* Aim of the task *
All entries should be copied exactly; the pictures stay out.

Material provided Start Marker

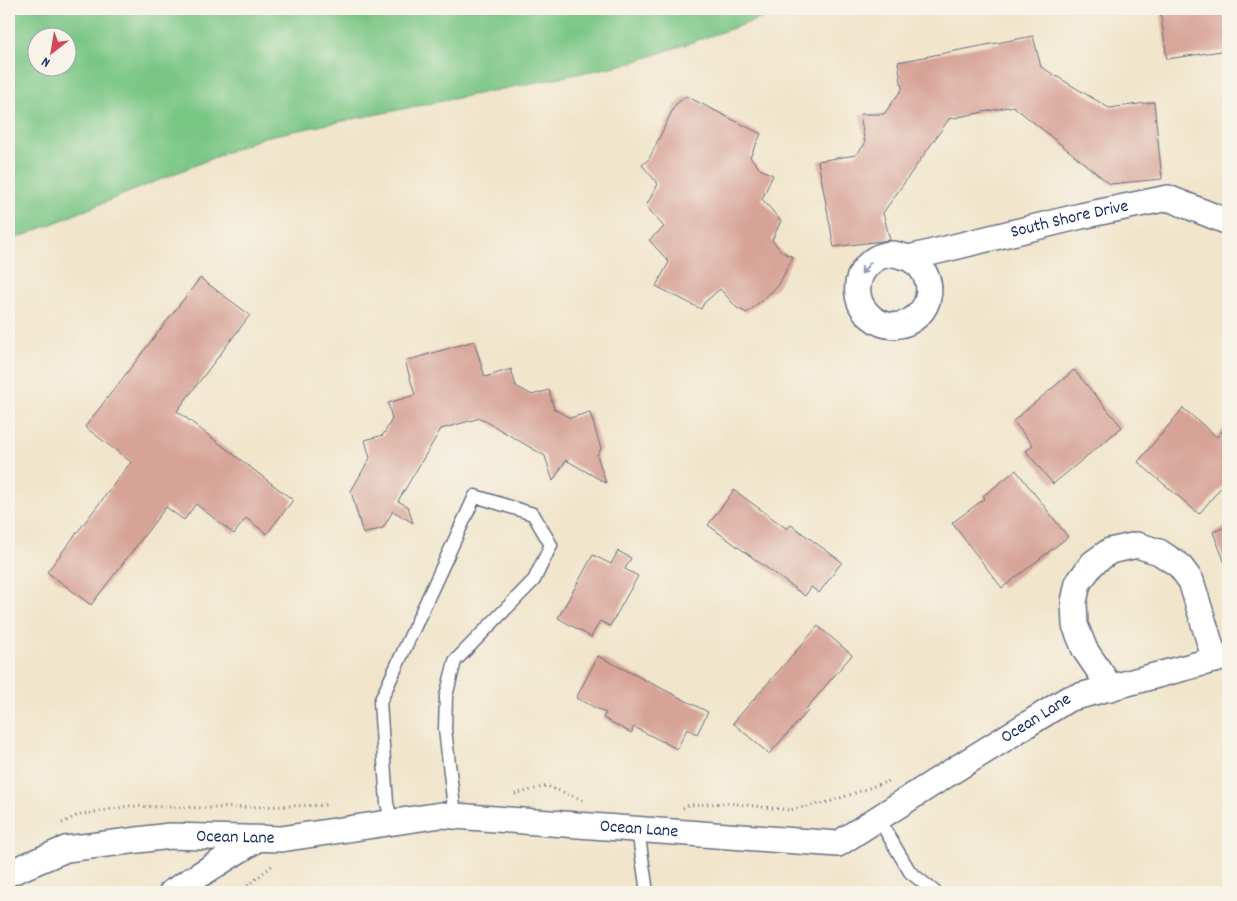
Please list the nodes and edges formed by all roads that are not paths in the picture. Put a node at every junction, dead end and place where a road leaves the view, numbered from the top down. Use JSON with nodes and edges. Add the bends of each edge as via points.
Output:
{"nodes":[{"id":1,"x":1228,"y":222,"type":"edge"},
{"id":2,"x":909,"y":258,"type":"dead end"},
{"id":3,"x":1222,"y":658,"type":"edge"},
{"id":4,"x":1110,"y":688,"type":"junction"},
{"id":5,"x":455,"y":816,"type":"junction"},
{"id":6,"x":878,"y":818,"type":"junction"},
{"id":7,"x":392,"y":823,"type":"junction"},
{"id":8,"x":638,"y":830,"type":"junction"},
{"id":9,"x":257,"y":839,"type":"junction"},
{"id":10,"x":9,"y":873,"type":"edge"},
{"id":11,"x":172,"y":892,"type":"edge"},
{"id":12,"x":647,"y":892,"type":"edge"},
{"id":13,"x":935,"y":892,"type":"edge"}],
"edges":[{"from":1,"to":2,"type":"street","name":"South Shore Drive","via":[[1168,198]]},
{"from":3,"to":4,"type":"street","name":"Ocean Lane"},
{"from":3,"to":4,"type":"street","via":[[1191,581],[1179,565],[1158,552],[1137,545],[1110,551],[1093,563],[1078,583],[1074,602],[1075,625],[1085,650]]},
{"from":4,"to":6,"type":"street","name":"Ocean Lane","via":[[1068,699]]},
{"from":5,"to":7,"type":"street","name":"Ocean Lane","via":[[441,815]]},
{"from":5,"to":7,"type":"lane","via":[[445,729],[446,696],[455,661],[534,580],[551,545],[533,514],[475,496],[380,702],[387,803]]},
{"from":5,"to":8,"type":"street","name":"Ocean Lane"},
{"from":6,"to":8,"type":"street","name":"Ocean Lane","via":[[838,844]]},
{"from":6,"to":13,"type":"lane","via":[[910,872]]},
{"from":7,"to":9,"type":"street","name":"Ocean Lane","via":[[281,840]]},
{"from":8,"to":12,"type":"lane"},
{"from":9,"to":10,"type":"street","name":"Ocean Lane","via":[[170,836],[66,849]]},
{"from":9,"to":11,"type":"street"}]}
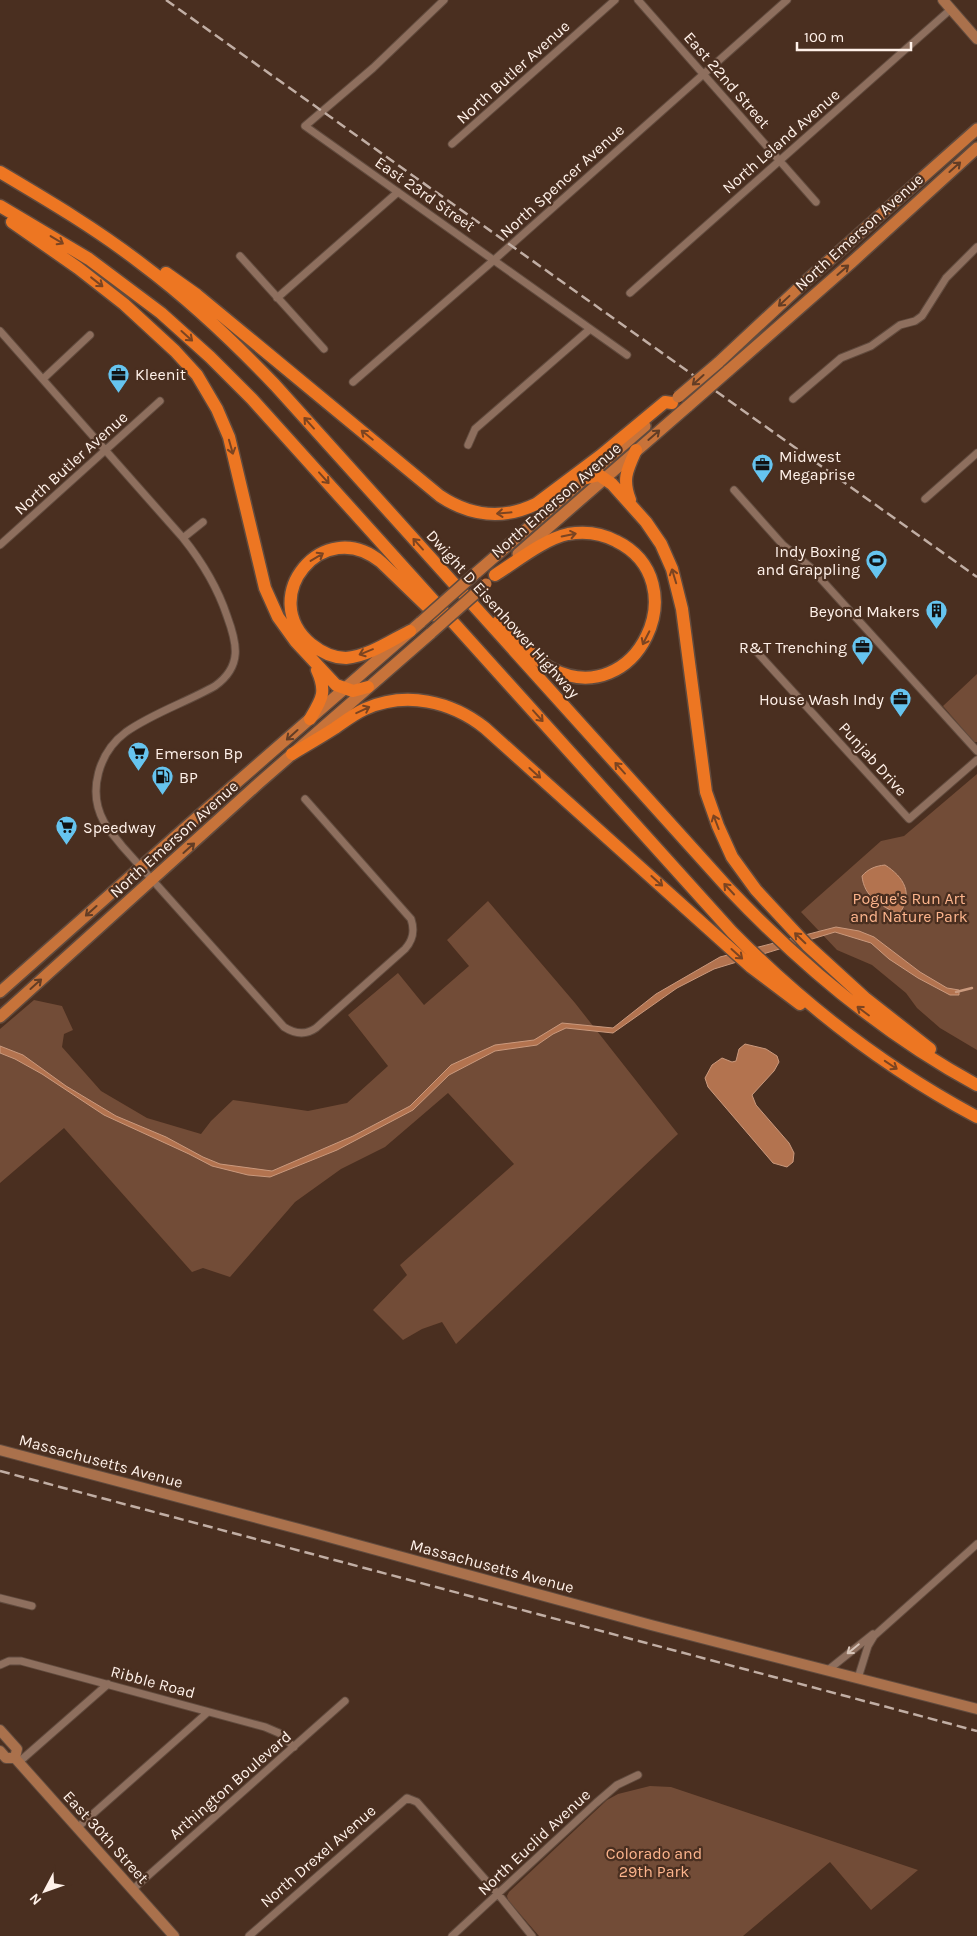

Material provided End Marker

* Response below *
Please list the nodes and edges formed by all roads that are not paths in the picture. Put a node at every junction, dead end and place where a road leaves the view, numbered from the top down. Use JSON with nodes and edges. Add the bends of each edge as via points.
Output:
{"nodes":[{"id":1,"x":1228,"y":222,"type":"edge"},
{"id":2,"x":909,"y":258,"type":"dead end"},
{"id":3,"x":1222,"y":658,"type":"edge"},
{"id":4,"x":1110,"y":688,"type":"junction"},
{"id":5,"x":455,"y":816,"type":"junction"},
{"id":6,"x":878,"y":818,"type":"junction"},
{"id":7,"x":392,"y":823,"type":"junction"},
{"id":8,"x":638,"y":830,"type":"junction"},
{"id":9,"x":257,"y":839,"type":"junction"},
{"id":10,"x":9,"y":873,"type":"edge"},
{"id":11,"x":172,"y":892,"type":"edge"},
{"id":12,"x":647,"y":892,"type":"edge"},
{"id":13,"x":935,"y":892,"type":"edge"}],
"edges":[{"from":1,"to":2,"type":"street","name":"South Shore Drive","via":[[1168,198]]},
{"from":3,"to":4,"type":"street","name":"Ocean Lane"},
{"from":3,"to":4,"type":"street","via":[[1191,581],[1179,565],[1158,552],[1137,545],[1110,551],[1093,563],[1078,583],[1074,602],[1075,625],[1085,650]]},
{"from":4,"to":6,"type":"street","name":"Ocean Lane","via":[[1068,699]]},
{"from":5,"to":7,"type":"street","name":"Ocean Lane","via":[[441,815]]},
{"from":5,"to":7,"type":"lane","via":[[445,729],[446,696],[455,661],[534,580],[551,545],[533,514],[475,496],[380,702],[387,803]]},
{"from":5,"to":8,"type":"street","name":"Ocean Lane"},
{"from":6,"to":8,"type":"street","name":"Ocean Lane","via":[[838,844]]},
{"from":6,"to":13,"type":"lane","via":[[910,872]]},
{"from":7,"to":9,"type":"street","name":"Ocean Lane","via":[[281,840]]},
{"from":8,"to":12,"type":"lane"},
{"from":9,"to":10,"type":"street","name":"Ocean Lane","via":[[170,836],[66,849]]},
{"from":9,"to":11,"type":"street"}]}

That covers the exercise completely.